Typical developing systems include for example, processes shown in Carlson U.S. Pat. Nos. 2,221,776; 2,551,582; 2,690,394; 2,761,416; 2,928,575; Gundlach U.S. Pat. Nos. 3,068,115 and 3,084,043; Mayo U.S. Pat. No. 2,895,847; and others.

The powder image may then be transferred to another support surface to which it may be affixed by solvent vapors, heat or other suitable means to render the image indefinitely usable or the powder image may be affixed directly to the xerographic plate either as a result of developing or a separate step thereafter.

Layer 12 may be any suitable electrically conductive material, for example, most metals. Aluminum has been extensively commercially used as an electrically conductive backing member in the preparation of xerographic plates. However, other suitable materials for this purpose are steel, brass, metallized tin oxide coated glass, plastics, semi-conductive plastic resins, paper and any other convenient material.

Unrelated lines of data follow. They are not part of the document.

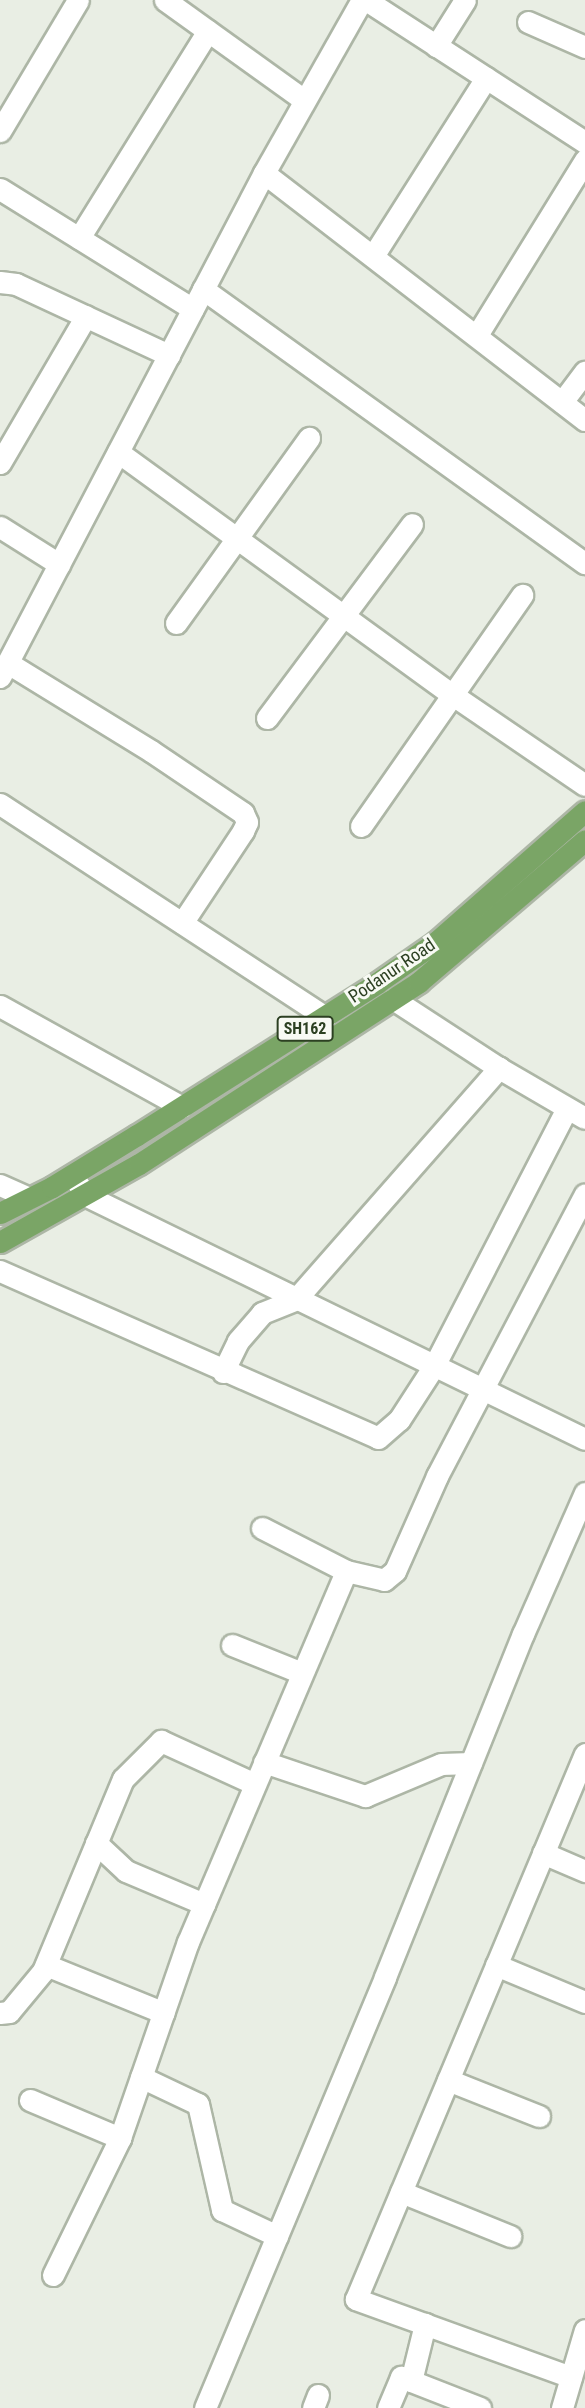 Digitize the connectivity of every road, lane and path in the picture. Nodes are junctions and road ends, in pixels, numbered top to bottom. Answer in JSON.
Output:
{"nodes":[{"id":1,"x":78,"y":0,"type":"edge"},
{"id":2,"x":165,"y":0,"type":"edge"},
{"id":3,"x":364,"y":0,"type":"edge"},
{"id":4,"x":465,"y":0,"type":"edge"},
{"id":5,"x":528,"y":22,"type":"dead end"},
{"id":6,"x":208,"y":31,"type":"junction"},
{"id":7,"x":436,"y":46,"type":"junction"},
{"id":8,"x":585,"y":47,"type":"edge"},
{"id":9,"x":486,"y":78,"type":"junction"},
{"id":10,"x":304,"y":100,"type":"junction"},
{"id":11,"x":0,"y":131,"type":"edge"},
{"id":12,"x":585,"y":142,"type":"edge"},
{"id":13,"x":585,"y":160,"type":"edge"},
{"id":14,"x":264,"y":173,"type":"junction"},
{"id":15,"x":0,"y":189,"type":"edge"},
{"id":16,"x":79,"y":238,"type":"junction"},
{"id":17,"x":373,"y":256,"type":"junction"},
{"id":18,"x":0,"y":282,"type":"edge"},
{"id":19,"x":203,"y":289,"type":"junction"},
{"id":20,"x":193,"y":309,"type":"junction"},
{"id":21,"x":86,"y":316,"type":"junction"},
{"id":22,"x":477,"y":335,"type":"junction"},
{"id":23,"x":169,"y":355,"type":"junction"},
{"id":24,"x":585,"y":372,"type":"edge"},
{"id":25,"x":562,"y":402,"type":"junction"},
{"id":26,"x":585,"y":421,"type":"edge"},
{"id":27,"x":309,"y":438,"type":"dead end"},
{"id":28,"x":118,"y":452,"type":"junction"},
{"id":29,"x":0,"y":463,"type":"edge"},
{"id":30,"x":412,"y":524,"type":"dead end"},
{"id":31,"x":0,"y":527,"type":"edge"},
{"id":32,"x":237,"y":537,"type":"junction"},
{"id":33,"x":585,"y":563,"type":"edge"},
{"id":34,"x":60,"y":564,"type":"junction"},
{"id":35,"x":522,"y":595,"type":"dead end"},
{"id":36,"x":344,"y":615,"type":"junction"},
{"id":37,"x":176,"y":623,"type":"dead end"},
{"id":38,"x":4,"y":670,"type":"edge"},
{"id":39,"x":450,"y":693,"type":"junction"},
{"id":40,"x":267,"y":718,"type":"dead end"},
{"id":41,"x":585,"y":785,"type":"edge"},
{"id":42,"x":0,"y":804,"type":"edge"},
{"id":43,"x":585,"y":811,"type":"edge"},
{"id":44,"x":361,"y":826,"type":"dead end"},
{"id":45,"x":585,"y":840,"type":"edge"},
{"id":46,"x":182,"y":923,"type":"junction"},
{"id":47,"x":393,"y":999,"type":"junction"},
{"id":48,"x":0,"y":1006,"type":"edge"},
{"id":49,"x":325,"y":1017,"type":"junction"},
{"id":50,"x":499,"y":1068,"type":"junction"},
{"id":51,"x":182,"y":1107,"type":"junction"},
{"id":52,"x":576,"y":1113,"type":"edge"},
{"id":53,"x":72,"y":1175,"type":"junction"},
{"id":54,"x":0,"y":1185,"type":"edge"},
{"id":55,"x":585,"y":1194,"type":"edge"},
{"id":56,"x":85,"y":1195,"type":"junction"},
{"id":57,"x":29,"y":1198,"type":"junction"},
{"id":58,"x":0,"y":1213,"type":"edge"},
{"id":59,"x":0,"y":1242,"type":"edge"},
{"id":60,"x":0,"y":1271,"type":"edge"},
{"id":61,"x":296,"y":1299,"type":"junction"},
{"id":62,"x":433,"y":1366,"type":"junction"},
{"id":63,"x":223,"y":1373,"type":"junction"},
{"id":64,"x":482,"y":1389,"type":"junction"},
{"id":65,"x":585,"y":1439,"type":"edge"},
{"id":66,"x":585,"y":1493,"type":"edge"},
{"id":67,"x":262,"y":1528,"type":"dead end"},
{"id":68,"x":348,"y":1572,"type":"junction"},
{"id":69,"x":232,"y":1645,"type":"dead end"},
{"id":70,"x":302,"y":1673,"type":"junction"},
{"id":71,"x":585,"y":1754,"type":"edge"},
{"id":72,"x":264,"y":1762,"type":"junction"},
{"id":73,"x":471,"y":1763,"type":"junction"},
{"id":74,"x":255,"y":1784,"type":"junction"},
{"id":75,"x":96,"y":1843,"type":"junction"},
{"id":76,"x":543,"y":1853,"type":"junction"},
{"id":77,"x":585,"y":1871,"type":"edge"},
{"id":78,"x":204,"y":1904,"type":"junction"},
{"id":79,"x":46,"y":1965,"type":"junction"},
{"id":80,"x":496,"y":1965,"type":"junction"},
{"id":81,"x":585,"y":2002,"type":"edge"},
{"id":82,"x":0,"y":2013,"type":"edge"},
{"id":83,"x":164,"y":2013,"type":"junction"},
{"id":84,"x":141,"y":2077,"type":"junction"},
{"id":85,"x":448,"y":2080,"type":"junction"},
{"id":86,"x":30,"y":2100,"type":"dead end"},
{"id":87,"x":539,"y":2116,"type":"dead end"},
{"id":88,"x":120,"y":2138,"type":"junction"},
{"id":89,"x":401,"y":2192,"type":"junction"},
{"id":90,"x":278,"y":2236,"type":"junction"},
{"id":91,"x":510,"y":2236,"type":"dead end"},
{"id":92,"x":53,"y":2275,"type":"dead end"},
{"id":93,"x":425,"y":2324,"type":"junction"},
{"id":94,"x":585,"y":2330,"type":"edge"},
{"id":95,"x":571,"y":2377,"type":"junction"},
{"id":96,"x":411,"y":2381,"type":"junction"},
{"id":97,"x":476,"y":2407,"type":"edge"},
{"id":98,"x":205,"y":2408,"type":"edge"},
{"id":99,"x":388,"y":2408,"type":"edge"},
{"id":100,"x":562,"y":2408,"type":"edge"}],
"edges":[{"from":1,"to":11,"type":"street"},
{"from":2,"to":6,"type":"street"},
{"from":3,"to":7,"type":"street"},
{"from":3,"to":10,"type":"street"},
{"from":4,"to":7,"type":"street"},
{"from":5,"to":8,"type":"street"},
{"from":6,"to":10,"type":"street"},
{"from":6,"to":16,"type":"street"},
{"from":7,"to":9,"type":"street"},
{"from":9,"to":12,"type":"street"},
{"from":9,"to":17,"type":"street"},
{"from":10,"to":14,"type":"street"},
{"from":13,"to":22,"type":"street"},
{"from":14,"to":17,"type":"street"},
{"from":14,"to":19,"type":"street"},
{"from":15,"to":16,"type":"street"},
{"from":16,"to":20,"type":"street"},
{"from":17,"to":22,"type":"street"},
{"from":18,"to":21,"type":"street"},
{"from":19,"to":20,"type":"street"},
{"from":19,"to":33,"type":"street"},
{"from":20,"to":23,"type":"street"},
{"from":21,"to":23,"type":"street"},
{"from":21,"to":29,"type":"street"},
{"from":22,"to":25,"type":"street"},
{"from":23,"to":28,"type":"street"},
{"from":24,"to":25,"type":"street"},
{"from":25,"to":26,"type":"street"},
{"from":27,"to":32,"type":"street"},
{"from":28,"to":32,"type":"street"},
{"from":28,"to":34,"type":"street"},
{"from":30,"to":36,"type":"street"},
{"from":31,"to":34,"type":"street"},
{"from":32,"to":36,"type":"street"},
{"from":32,"to":37,"type":"street"},
{"from":34,"to":38,"type":"street"},
{"from":35,"to":39,"type":"street"},
{"from":36,"to":39,"type":"street"},
{"from":36,"to":40,"type":"street"},
{"from":38,"to":46,"type":"street"},
{"from":39,"to":41,"type":"street"},
{"from":39,"to":44,"type":"street"},
{"from":42,"to":46,"type":"street"},
{"from":43,"to":49,"type":"main road","name":"Podanur Road","number":"SH162"},
{"from":45,"to":47,"type":"main road"},
{"from":46,"to":49,"type":"street"},
{"from":47,"to":50,"type":"street"},
{"from":47,"to":56,"type":"main road"},
{"from":48,"to":51,"type":"street"},
{"from":49,"to":51,"type":"main road","name":"Podanur Road","number":"SH162"},
{"from":50,"to":52,"type":"street"},
{"from":50,"to":61,"type":"street"},
{"from":51,"to":53,"type":"main road","name":"Podanur Road","number":"SH162"},
{"from":52,"to":62,"type":"street"},
{"from":53,"to":56,"type":"street"},
{"from":53,"to":57,"type":"main road","name":"Podanur Road","number":"SH162"},
{"from":54,"to":57,"type":"street"},
{"from":55,"to":64,"type":"street"},
{"from":56,"to":59,"type":"main road"},
{"from":56,"to":61,"type":"street"},
{"from":57,"to":58,"type":"main road","name":"Podanur Road","number":"SH162"},
{"from":60,"to":63,"type":"street"},
{"from":61,"to":62,"type":"street"},
{"from":61,"to":63,"type":"street"},
{"from":62,"to":63,"type":"street"},
{"from":62,"to":64,"type":"street"},
{"from":64,"to":65,"type":"street"},
{"from":64,"to":68,"type":"street"},
{"from":66,"to":73,"type":"street"},
{"from":67,"to":68,"type":"street"},
{"from":68,"to":70,"type":"street"},
{"from":69,"to":70,"type":"street"},
{"from":70,"to":72,"type":"street"},
{"from":71,"to":76,"type":"street"},
{"from":72,"to":73,"type":"street"},
{"from":72,"to":74,"type":"street"},
{"from":73,"to":90,"type":"street"},
{"from":74,"to":75,"type":"street"},
{"from":74,"to":78,"type":"street"},
{"from":75,"to":78,"type":"street"},
{"from":75,"to":79,"type":"street"},
{"from":76,"to":77,"type":"street"},
{"from":76,"to":80,"type":"street"},
{"from":78,"to":83,"type":"street"},
{"from":79,"to":82,"type":"street"},
{"from":79,"to":83,"type":"street"},
{"from":80,"to":81,"type":"street"},
{"from":80,"to":85,"type":"street"},
{"from":83,"to":84,"type":"street"},
{"from":84,"to":88,"type":"street"},
{"from":84,"to":90,"type":"street"},
{"from":85,"to":87,"type":"street"},
{"from":85,"to":89,"type":"street"},
{"from":86,"to":88,"type":"street"},
{"from":88,"to":92,"type":"street"},
{"from":89,"to":91,"type":"street"},
{"from":89,"to":93,"type":"street"},
{"from":90,"to":98,"type":"street"},
{"from":93,"to":95,"type":"street"},
{"from":93,"to":96,"type":"street"},
{"from":94,"to":95,"type":"street"},
{"from":95,"to":100,"type":"street"},
{"from":96,"to":97,"type":"street"},
{"from":96,"to":99,"type":"street"}]}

Of course, xerographic plate configurations may be extensively varied beyond the rigid or flexible plate configuration shown in FIG. 1. The plate, may take the form of a rigid or flexible drum configuration or the form of a flexible endless belt in loop or moebius strip form or any other suitable form.

Referring now more particularly to layer 14 and the materials which comprise this layer. While it is not fully understood, it has been discovered that by dispersing a mixture of finely-divided photoconductive pigments, the mixture being capable of generating and injecting holes and electrons, into a binder the binder being capable of transporting both types of charge carriers in response to imagewise exposure an extended dynamic range photoreceptor is provided which has a dynamic range which is dependent on both the absorption coefficient and the thickness of the photoreceptor. It has also been discovered that by using a binder which is capable of generating and transporting both types of charge carriers at substantially zero electrical fields a highly recyclible plate is provided. These binder properties are required because the photoconductive pigments fail to inject charge below a field threshold which is unacceptable for recycling operations.

There are several mechanisms proposed which could explain the extension of the dynamic range. One possible mechanism is that two phenomena combine in a unique way. First the absorption coefficient for the actinic radiation is increased substantially reducing the penetration of actinic light into the photoreceptor. At the same time, trapping sites are increased to the point that the mean distance traveled by a charge carrier is reduced to a small fraction of the total thickness of the photoconductor.

This combination of properties uniquely permits the various levels of depth in the photoconductive layer to operate independently, and yet respond to widely different values of exposure. For example, a point 15 .mu. below the surface of a photoconductor having an absorption coefficient, .alpha.= 0.2.mu..sup.-1 will receive only 5% of the light incident at the top surface. Only by limiting the carrier range, can discharge of the uppermost levels take place without interfering with the independent discharge of the low layers taking place at a considerably reduced rate. The absorption coefficient .alpha. is obtained from the following relationship: I = I.sub.o e.sup.-.alpha.t wherein I.sub.o is the original intensity and I is the intensity after passing through thickness t of a layer those absorption coefficient is .alpha..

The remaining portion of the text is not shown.